BEGIN

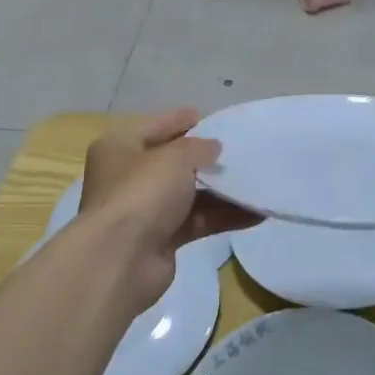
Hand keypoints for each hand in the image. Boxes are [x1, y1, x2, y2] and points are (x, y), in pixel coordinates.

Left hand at [75, 109, 259, 311]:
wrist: (122, 259)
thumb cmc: (142, 192)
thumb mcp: (175, 157)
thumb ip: (199, 148)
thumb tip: (214, 148)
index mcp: (119, 148)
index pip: (153, 126)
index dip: (179, 120)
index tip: (207, 116)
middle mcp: (128, 177)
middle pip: (172, 162)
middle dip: (204, 159)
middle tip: (237, 150)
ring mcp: (145, 210)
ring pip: (188, 194)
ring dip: (220, 191)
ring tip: (254, 182)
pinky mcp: (161, 239)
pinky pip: (197, 221)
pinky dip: (223, 217)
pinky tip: (255, 213)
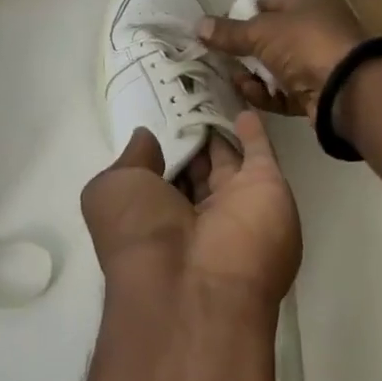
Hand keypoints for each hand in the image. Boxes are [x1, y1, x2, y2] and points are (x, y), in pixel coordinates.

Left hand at [80, 112, 300, 311]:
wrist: (197, 286)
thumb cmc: (140, 234)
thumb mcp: (114, 190)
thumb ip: (132, 158)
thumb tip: (145, 136)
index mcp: (156, 216)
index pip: (159, 176)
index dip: (160, 149)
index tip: (158, 115)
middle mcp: (195, 214)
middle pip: (195, 168)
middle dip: (192, 138)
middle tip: (187, 97)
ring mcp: (234, 203)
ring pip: (226, 160)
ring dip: (220, 131)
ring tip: (213, 94)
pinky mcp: (267, 190)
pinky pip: (261, 154)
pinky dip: (255, 133)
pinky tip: (244, 108)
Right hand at [198, 0, 364, 119]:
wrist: (348, 89)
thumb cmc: (305, 43)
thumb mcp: (260, 31)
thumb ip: (228, 32)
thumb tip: (197, 25)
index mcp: (306, 0)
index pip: (265, 4)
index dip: (240, 17)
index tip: (217, 33)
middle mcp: (314, 26)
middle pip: (268, 38)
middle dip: (243, 51)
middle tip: (219, 59)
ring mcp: (317, 60)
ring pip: (273, 67)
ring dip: (252, 75)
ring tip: (235, 80)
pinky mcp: (316, 91)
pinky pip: (283, 91)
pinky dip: (266, 94)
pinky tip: (251, 94)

END

**What you should do:** Word for word, restate the lines above from the one with "middle mcp: (128, 177)" through the one with "pinky dip: (255, 133)", keeping both ends and dropping the pictures.

**Solution:**
middle mcp: (128, 177)
middle pip: (172, 162)
middle dip: (204, 159)
middle tip: (237, 150)
ring mcp: (145, 210)
ring pip: (188, 194)
ring dip: (220, 191)
ring tip: (254, 182)
pinky mcp: (161, 239)
pinky pip: (197, 221)
pinky dip: (223, 217)
pinky tip: (255, 213)
Hand keypoints for each hand in the image. Boxes are [x1, y1, x2, y2] and points are (x, y), in pixel coordinates.

Left hand at [80, 112, 300, 311]:
wrist: (197, 286)
thumb cmc: (140, 234)
thumb mcp: (114, 190)
thumb ip: (132, 158)
thumb tip: (145, 136)
index mcp: (156, 216)
index pip: (159, 176)
index dip: (160, 149)
index tip: (158, 115)
middle mcp: (195, 214)
middle pip: (195, 168)
middle dip: (192, 138)
middle tip: (187, 97)
ring mcp: (234, 203)
ring pip: (226, 160)
ring dip: (220, 131)
ring tip: (213, 94)
pinky mcp: (267, 190)
pinky pip: (261, 154)
pinky dip: (255, 133)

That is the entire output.